Nicolas, militant anarchiste, ne participe pas aux élections d’habitude. Mais face à la difficulté d’avoir des impacts concrets avec les luttes sociales pendant le quinquennat Macron, il a décidé de voter Mélenchon, espérant avoir un gouvernement de gauche, plus à l’écoute des militants :
« Je pense que c’est un jeu dangereux de parier sur le passage de Le Pen et des mouvements sociaux plus forts. La matrice idéologique du rassemblement national, c’est le fascisme. Là où il est installé, en Russie ou en Hongrie par exemple, c’est beaucoup plus dur de lutter. C’est pire pour les droits syndicaux, il y a énormément de répression. Et puis, on peut imaginer que l’élection du RN envoie un très mauvais signal qui conforterait les groupes néonazis violents, et leur donnerait envie d’agir encore plus. »
Mais pour Nicolas, Marine Le Pen a peu de chance de passer. Il ne se déplacera pas pour voter pour le second tour, fidèle à ses principes : « En tant que militant, j’en ai trop bavé avec Macron. La politique pour moi, ce n’est pas jouer le jeu des élections une fois tous les cinq ans, mais c’est tout le temps, dans les luttes sociales. » Ou bien, il utilisera la plateforme alter-votants, qui le mettra en relation avec une personne n’ayant pas le droit de vote, pour mettre un bulletin dans l’urne à sa place.
Au contraire, Valentine, féministe et bénévole au planning familial, pense voter Macron, à contrecœur :
« Sur le coup de l’émotion, je me suis dit que je ne voterai pas après le premier tour. Les associations comme la mienne sont menacées par l’extrême-droite. Je veux pouvoir avorter en France. (Certains élus du Rassemblement national ont déjà pris position pour supprimer les subventions du Planning familial et en février dernier, Marine Le Pen s’est opposée à l’allongement du délai légal pour l’IVG, NDLR) En étant blanche, j’ai l’impression que cela serait égoïste de ne pas faire barrage, pour les personnes plus menacées que moi. »
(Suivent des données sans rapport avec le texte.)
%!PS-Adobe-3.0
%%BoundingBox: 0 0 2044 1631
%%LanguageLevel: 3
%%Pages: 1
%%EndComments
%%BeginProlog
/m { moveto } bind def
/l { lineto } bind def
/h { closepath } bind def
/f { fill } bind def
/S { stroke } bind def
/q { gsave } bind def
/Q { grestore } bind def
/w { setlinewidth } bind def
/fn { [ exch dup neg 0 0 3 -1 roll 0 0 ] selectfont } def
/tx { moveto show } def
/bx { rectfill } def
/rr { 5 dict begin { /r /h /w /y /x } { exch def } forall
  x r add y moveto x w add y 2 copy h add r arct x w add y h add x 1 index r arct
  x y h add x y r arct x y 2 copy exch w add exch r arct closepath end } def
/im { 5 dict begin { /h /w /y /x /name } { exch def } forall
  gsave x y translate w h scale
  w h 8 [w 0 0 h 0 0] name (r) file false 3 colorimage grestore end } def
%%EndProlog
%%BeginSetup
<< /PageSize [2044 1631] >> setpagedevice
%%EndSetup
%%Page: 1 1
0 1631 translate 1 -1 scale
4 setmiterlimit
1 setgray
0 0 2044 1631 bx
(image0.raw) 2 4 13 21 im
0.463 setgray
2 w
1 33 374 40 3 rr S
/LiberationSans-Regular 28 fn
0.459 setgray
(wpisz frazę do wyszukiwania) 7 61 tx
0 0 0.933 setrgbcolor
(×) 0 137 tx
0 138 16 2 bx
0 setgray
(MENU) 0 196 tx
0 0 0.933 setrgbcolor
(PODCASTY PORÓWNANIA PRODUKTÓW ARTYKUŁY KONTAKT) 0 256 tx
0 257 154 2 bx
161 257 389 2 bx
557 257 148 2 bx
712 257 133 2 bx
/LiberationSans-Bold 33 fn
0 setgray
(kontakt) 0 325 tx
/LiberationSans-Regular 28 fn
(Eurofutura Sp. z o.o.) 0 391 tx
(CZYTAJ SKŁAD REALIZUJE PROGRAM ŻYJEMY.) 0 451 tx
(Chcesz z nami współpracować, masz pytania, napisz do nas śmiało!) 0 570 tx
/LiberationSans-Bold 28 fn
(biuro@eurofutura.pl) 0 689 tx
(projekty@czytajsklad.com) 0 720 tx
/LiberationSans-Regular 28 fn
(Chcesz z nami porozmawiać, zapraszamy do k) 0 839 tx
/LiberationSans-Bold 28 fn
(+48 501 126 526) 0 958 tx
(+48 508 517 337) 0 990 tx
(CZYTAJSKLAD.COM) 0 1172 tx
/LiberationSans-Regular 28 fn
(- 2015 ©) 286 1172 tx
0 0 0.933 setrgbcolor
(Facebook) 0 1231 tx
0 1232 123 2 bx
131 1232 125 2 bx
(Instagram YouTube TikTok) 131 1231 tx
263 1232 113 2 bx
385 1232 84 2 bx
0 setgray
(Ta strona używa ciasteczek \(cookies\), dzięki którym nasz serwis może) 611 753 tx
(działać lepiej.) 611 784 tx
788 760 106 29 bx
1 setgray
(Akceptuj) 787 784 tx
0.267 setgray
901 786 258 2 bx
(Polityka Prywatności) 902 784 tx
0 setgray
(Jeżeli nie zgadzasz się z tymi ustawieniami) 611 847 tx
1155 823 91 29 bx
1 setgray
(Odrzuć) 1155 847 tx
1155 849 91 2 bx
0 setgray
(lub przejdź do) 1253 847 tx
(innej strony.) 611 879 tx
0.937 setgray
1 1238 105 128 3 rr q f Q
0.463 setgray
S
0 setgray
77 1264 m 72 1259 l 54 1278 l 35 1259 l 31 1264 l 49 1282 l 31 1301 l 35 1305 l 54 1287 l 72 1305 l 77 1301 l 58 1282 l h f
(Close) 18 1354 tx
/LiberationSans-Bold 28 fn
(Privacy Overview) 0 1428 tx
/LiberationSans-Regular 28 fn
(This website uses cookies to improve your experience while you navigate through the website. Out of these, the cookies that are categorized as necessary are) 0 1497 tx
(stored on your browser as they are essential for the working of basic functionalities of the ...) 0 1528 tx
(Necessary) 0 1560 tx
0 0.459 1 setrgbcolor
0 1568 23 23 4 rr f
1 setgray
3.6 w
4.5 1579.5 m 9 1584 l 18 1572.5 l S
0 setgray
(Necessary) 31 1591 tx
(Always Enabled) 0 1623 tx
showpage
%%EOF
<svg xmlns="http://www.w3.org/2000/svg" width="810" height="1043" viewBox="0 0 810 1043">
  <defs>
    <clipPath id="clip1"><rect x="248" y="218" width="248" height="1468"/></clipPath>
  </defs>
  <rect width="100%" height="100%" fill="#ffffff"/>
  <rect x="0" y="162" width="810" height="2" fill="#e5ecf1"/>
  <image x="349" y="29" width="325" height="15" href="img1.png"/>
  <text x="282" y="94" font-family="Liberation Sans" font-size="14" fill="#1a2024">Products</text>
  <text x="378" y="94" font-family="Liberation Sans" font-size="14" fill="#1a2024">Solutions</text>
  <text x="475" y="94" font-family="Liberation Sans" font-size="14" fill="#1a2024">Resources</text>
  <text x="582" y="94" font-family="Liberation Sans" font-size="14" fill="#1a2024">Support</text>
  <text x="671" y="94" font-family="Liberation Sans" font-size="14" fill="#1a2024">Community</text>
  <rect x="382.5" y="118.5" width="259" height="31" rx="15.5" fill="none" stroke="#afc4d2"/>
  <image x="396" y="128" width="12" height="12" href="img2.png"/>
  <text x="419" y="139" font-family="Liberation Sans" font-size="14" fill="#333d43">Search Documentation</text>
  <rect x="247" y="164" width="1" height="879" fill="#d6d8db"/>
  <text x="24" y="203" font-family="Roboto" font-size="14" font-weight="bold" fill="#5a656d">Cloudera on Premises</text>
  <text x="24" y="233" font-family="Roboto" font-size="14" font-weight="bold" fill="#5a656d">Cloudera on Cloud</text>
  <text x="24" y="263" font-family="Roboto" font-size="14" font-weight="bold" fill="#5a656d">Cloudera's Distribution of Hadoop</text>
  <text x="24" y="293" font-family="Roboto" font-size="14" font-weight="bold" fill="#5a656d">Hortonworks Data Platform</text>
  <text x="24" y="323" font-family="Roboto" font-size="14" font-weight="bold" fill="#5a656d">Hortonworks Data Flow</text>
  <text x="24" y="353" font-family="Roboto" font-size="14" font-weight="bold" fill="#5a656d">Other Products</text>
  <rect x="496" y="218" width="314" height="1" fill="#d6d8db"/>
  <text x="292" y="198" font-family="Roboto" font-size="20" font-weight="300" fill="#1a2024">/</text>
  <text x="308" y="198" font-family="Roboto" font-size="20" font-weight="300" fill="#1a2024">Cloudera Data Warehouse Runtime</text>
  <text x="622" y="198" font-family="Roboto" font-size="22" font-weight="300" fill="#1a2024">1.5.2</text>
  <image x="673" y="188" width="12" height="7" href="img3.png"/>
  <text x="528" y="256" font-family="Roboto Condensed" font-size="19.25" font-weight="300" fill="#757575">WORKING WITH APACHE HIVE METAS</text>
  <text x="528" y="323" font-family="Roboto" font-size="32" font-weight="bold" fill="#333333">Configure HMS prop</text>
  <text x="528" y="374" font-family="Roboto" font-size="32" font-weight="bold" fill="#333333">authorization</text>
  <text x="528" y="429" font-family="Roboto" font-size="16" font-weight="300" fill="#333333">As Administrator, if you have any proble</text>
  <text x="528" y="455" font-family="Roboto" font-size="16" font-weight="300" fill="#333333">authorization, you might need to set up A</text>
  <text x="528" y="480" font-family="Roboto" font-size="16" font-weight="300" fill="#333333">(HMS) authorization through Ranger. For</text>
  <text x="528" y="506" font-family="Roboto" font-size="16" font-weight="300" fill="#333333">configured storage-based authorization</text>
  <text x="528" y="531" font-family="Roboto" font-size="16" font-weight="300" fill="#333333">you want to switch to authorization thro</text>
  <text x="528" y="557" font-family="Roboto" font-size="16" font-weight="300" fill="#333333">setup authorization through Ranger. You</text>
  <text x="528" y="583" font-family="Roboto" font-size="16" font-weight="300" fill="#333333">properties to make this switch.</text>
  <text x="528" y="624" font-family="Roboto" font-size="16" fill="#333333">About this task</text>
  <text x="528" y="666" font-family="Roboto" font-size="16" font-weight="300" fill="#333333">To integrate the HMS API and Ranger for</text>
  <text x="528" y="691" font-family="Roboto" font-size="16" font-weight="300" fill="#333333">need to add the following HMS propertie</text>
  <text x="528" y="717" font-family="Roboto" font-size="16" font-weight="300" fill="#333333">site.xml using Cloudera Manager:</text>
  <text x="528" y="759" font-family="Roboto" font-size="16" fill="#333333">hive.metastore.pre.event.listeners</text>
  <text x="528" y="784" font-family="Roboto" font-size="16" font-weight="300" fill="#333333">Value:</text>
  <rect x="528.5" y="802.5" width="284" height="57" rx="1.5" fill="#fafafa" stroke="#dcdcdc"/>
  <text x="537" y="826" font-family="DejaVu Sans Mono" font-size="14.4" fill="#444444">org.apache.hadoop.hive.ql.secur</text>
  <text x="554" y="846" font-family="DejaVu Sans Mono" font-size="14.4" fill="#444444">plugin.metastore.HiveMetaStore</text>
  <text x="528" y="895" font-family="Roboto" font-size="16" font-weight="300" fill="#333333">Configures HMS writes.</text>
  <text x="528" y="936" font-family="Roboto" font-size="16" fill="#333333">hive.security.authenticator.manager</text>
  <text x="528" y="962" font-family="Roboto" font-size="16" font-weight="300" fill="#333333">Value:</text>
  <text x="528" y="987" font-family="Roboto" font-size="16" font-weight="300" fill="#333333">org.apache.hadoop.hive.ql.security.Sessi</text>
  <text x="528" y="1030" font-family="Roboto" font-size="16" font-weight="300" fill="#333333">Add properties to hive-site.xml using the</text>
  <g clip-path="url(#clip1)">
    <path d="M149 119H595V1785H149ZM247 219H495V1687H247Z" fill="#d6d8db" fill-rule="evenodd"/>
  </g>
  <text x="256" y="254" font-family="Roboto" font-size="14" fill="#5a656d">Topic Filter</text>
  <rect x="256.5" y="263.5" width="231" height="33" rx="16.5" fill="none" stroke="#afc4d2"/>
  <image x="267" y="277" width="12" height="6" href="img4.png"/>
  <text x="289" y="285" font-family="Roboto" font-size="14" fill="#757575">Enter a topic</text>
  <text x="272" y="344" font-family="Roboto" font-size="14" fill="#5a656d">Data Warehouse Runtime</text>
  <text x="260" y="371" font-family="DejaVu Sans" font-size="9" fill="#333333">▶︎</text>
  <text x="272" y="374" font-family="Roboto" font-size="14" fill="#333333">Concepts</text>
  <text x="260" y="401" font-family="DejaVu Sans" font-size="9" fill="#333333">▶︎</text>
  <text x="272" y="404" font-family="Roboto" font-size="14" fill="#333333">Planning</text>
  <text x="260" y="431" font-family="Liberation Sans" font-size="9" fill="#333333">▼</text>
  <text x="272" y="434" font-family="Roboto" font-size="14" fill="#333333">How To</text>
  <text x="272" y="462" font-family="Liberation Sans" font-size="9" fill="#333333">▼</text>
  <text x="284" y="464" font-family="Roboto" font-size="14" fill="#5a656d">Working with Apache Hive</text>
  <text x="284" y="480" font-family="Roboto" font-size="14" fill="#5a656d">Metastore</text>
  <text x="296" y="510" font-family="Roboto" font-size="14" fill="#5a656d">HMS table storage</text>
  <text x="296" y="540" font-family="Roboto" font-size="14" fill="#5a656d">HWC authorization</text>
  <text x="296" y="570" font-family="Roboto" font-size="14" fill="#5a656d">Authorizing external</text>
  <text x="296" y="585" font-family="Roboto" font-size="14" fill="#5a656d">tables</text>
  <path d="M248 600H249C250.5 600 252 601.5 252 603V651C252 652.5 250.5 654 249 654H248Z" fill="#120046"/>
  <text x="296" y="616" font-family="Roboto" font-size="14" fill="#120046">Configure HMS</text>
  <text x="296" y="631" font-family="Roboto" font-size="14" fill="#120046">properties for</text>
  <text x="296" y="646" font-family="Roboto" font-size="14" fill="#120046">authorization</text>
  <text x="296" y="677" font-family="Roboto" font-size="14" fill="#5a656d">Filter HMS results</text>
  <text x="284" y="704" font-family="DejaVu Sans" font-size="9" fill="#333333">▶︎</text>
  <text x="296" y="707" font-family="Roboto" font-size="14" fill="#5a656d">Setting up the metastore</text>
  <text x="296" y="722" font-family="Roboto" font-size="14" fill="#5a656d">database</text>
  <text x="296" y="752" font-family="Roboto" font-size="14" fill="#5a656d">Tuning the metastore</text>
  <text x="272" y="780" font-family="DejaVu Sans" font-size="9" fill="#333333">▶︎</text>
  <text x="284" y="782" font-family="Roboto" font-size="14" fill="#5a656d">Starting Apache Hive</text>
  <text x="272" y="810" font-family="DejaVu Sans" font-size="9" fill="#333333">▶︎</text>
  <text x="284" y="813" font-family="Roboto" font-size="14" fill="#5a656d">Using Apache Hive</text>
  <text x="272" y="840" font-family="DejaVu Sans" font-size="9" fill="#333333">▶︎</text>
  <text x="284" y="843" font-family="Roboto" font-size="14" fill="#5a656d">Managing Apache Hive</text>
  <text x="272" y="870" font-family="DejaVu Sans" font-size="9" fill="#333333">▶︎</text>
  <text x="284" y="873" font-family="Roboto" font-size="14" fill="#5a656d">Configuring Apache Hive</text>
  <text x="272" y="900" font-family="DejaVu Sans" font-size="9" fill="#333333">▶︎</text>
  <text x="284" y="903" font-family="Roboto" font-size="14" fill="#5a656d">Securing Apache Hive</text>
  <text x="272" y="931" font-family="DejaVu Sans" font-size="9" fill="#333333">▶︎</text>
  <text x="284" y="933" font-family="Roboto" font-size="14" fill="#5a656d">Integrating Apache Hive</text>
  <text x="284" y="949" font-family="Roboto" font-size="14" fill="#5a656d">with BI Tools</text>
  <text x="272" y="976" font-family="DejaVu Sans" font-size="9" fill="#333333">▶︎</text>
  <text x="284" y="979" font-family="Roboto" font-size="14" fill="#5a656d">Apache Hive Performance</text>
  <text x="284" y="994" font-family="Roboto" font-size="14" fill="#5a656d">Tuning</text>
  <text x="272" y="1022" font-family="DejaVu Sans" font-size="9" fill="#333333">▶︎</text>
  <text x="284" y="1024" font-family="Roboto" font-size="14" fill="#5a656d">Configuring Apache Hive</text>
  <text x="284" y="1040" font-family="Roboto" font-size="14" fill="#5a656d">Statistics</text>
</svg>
Le barrage à Macron… aux législatives ?
Enfin Ourida, qui a peur pour elle et ses amis d’origine étrangère, en particulier ceux qui « n’ont pas les bons papiers », comprendre menacés d’expulsion, votera Macron : « Marine Le Pen veut durcir la possibilité d’obtenir l’asile en France et amoindrir les prestations sociales pour les étrangers. Et puis on ne sait pas tout sur ce qu’elle fera si elle est au pouvoir, avec des ministres et un entourage durs. »
Pour Hamed, du CSC de la Meinau, « vu la situation, le mieux c’est de rester lucide malgré la déception, faire barrage à l’extrême-droite, et ensuite, faire un front social contre Macron aux élections législatives pour l’empêcher d’avoir la majorité à l’assemblée. C’est jouable si les Insoumis œuvrent dans ce sens là ». Tout un projet. Une pétition citoyenne lancée le 12 avril demande une union des gauches et de l’écologie pour les législatives.